Overland vehicles are typically set-up not only for travel but also for living in from anywhere from a long weekend to years on the road, including equipment for camping, cooking, and other adventure needs and supplies. So, while it can be important that your overland rig (Jeep Wrangler/Jeep Gladiator) has 4WD and is capable of handling some rugged terrain, due to their general set-up, overland vehicles are not best-suited specifically for extreme off-roading, four-wheeling, or rock-crawling.
Likewise, serious rock-crawlers do not have a tent on their roof for the same weight and balance considerations. Extreme off-roading and rock-crawling vehicles are modified with special equipment and features to handle moderate to difficult terrain, but pared down in terms of what amenities they are carrying (typically very few to none).
2. What type of experience are you looking for?

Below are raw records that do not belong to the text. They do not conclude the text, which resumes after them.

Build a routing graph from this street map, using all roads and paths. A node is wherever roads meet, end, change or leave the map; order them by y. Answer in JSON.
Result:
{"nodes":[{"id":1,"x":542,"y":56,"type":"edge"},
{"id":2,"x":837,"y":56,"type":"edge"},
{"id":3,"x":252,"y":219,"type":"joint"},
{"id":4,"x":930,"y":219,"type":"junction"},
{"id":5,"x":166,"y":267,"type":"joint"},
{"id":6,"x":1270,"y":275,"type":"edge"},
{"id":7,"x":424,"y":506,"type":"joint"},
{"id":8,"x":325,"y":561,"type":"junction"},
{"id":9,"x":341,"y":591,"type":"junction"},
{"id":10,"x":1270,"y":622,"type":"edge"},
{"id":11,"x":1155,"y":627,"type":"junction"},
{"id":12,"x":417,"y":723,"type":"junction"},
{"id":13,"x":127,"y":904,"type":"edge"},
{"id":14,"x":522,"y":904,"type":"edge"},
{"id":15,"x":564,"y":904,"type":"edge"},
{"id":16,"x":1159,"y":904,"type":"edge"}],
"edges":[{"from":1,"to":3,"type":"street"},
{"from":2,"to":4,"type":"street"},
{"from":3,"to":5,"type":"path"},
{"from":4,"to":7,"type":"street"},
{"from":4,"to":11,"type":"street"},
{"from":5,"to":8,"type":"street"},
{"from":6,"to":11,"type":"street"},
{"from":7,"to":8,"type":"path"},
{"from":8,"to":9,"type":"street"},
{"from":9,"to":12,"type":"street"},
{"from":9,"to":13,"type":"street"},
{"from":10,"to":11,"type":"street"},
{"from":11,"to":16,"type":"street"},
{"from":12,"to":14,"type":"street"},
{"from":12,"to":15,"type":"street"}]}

While off-roading and its extreme variants are more focused on the technical aspects of driving/traveling over challenging varied terrain, the overlanding experience is focused more on the journey and exploration. As you will quickly find traveling through Colorado and the surrounding states, you do not need to do any form of off-roading to have an amazing adventure in the mountains, desert, or beyond. While dirt and gravel backroads are certainly an element to overland travel, they don’t need to be technical to enjoy your time off the beaten path.